The ability to do cross-platform development is a strength of Mac OS X, as
the UNIX underpinnings make it easy to develop applications on your
Mac and port them to other flavors of UNIX for deployment. This article
enumerates some of the tools that you can use to develop code on Mac OS X so that you can deploy that code
on other UNIX-based platforms, and some things that you'll want to make sure
to note before you get started.
Overview
It would be nice to live in a world where there's only one platform to worry
about. One platform to code on, the same platform to test on, and the very same
platform to deploy on. While some developers can make the decision to do this,
many can't. If you are a developer who lives in a world where you deploy your
applications on a rack of Linux or Solaris-based servers, choosing a Mac for
your development is a great idea, as you have a lot of options for cross-platform development.
Let's start with some of the things that make Mac OS X a great development
platform: the UNIX command line (see Figure 1, showing top and a typical man
page, familiar to any UNIX programmer); the power and interoperability of open
source software; powerful tools provided by Apple; and the freedom to configure
and hack your system to bend it to your will. The combination of GCC, Perl,
Python, Ruby, and Java covers almost every development base that you can think
of. The depth and maturity of the UNIX foundation of Mac OS X, as well as
the large number of tools that are shared across many other platforms like Linux
and Solaris (and which are even available on Windows), means that you've
got a rich toolbox for creating cross platform applications.
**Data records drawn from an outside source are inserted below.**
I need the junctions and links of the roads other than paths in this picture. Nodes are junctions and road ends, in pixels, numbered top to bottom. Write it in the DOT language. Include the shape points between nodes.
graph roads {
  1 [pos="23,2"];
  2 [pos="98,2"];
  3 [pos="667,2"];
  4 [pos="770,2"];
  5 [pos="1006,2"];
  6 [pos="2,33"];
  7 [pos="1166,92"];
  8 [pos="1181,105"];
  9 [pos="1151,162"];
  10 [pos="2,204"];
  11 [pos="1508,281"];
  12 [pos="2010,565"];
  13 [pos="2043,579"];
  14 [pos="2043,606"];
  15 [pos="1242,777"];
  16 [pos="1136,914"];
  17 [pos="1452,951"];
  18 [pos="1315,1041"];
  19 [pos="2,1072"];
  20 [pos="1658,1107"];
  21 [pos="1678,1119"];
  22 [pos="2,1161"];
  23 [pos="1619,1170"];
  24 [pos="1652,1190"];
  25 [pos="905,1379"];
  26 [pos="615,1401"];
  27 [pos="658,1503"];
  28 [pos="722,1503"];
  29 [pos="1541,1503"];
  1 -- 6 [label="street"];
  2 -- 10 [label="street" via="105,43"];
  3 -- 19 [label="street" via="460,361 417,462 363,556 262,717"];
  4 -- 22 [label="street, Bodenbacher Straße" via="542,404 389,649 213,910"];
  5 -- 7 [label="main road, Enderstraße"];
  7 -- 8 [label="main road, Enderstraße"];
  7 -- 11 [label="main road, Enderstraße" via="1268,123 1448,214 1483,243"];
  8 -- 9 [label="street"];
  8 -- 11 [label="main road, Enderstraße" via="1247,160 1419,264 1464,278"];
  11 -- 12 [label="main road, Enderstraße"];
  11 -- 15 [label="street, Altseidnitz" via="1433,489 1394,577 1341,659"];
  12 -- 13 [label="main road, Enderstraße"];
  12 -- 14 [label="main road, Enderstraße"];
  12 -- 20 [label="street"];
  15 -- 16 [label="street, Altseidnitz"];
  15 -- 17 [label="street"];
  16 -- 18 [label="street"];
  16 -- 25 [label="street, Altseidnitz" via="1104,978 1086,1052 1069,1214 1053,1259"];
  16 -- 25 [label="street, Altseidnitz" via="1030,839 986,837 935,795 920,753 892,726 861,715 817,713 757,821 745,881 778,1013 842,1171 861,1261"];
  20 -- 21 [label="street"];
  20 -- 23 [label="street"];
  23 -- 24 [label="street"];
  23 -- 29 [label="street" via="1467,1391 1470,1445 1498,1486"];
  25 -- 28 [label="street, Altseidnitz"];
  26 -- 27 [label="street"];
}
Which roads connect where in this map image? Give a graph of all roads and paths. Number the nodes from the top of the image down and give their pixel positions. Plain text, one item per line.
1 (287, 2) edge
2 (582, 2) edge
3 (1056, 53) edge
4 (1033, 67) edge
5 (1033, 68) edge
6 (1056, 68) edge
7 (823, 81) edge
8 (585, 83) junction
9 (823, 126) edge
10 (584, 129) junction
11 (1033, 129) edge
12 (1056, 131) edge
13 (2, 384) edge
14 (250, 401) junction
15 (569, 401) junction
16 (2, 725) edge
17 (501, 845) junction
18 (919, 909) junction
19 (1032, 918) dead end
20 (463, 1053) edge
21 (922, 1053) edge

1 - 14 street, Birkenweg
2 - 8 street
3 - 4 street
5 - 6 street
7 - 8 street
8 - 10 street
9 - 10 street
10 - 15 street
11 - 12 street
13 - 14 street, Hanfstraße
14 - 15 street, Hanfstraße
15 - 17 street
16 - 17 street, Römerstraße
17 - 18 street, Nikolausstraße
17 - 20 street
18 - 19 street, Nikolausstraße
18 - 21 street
Figure 1: The Terminal and UNIX command line on the familiar Mac Desktop.
Cross-platform development is being done every day on the Mac. Many of the open source
projects that you depend on, and which are shipped with Mac OS X, Linux, and
Solaris, are written by developers using PowerBooks and iBooks to do their work.
For example, many of the developers working on Perl, including the upcoming Perl
6, use a Mac. And if you ever find yourself at the O'Reilly Open Source
Convention—a bastion of hard-core UNIX hackers if there ever was
one—you'll see PowerBooks everywhere.
The reason why you see this trend is pretty clear. Not only is Mac OS X a great
development platform, but it also runs mainstream tools that are in use by the
rest of the corporate world. Programs like Microsoft Office and the Adobe Creative
Suite, Quark XPress and QuickBooks Pro. By using Mac OS X,
many developers have found that they no longer need to dual-boot between Windows
and Linux systems, or maintain two different systems for their desktop use.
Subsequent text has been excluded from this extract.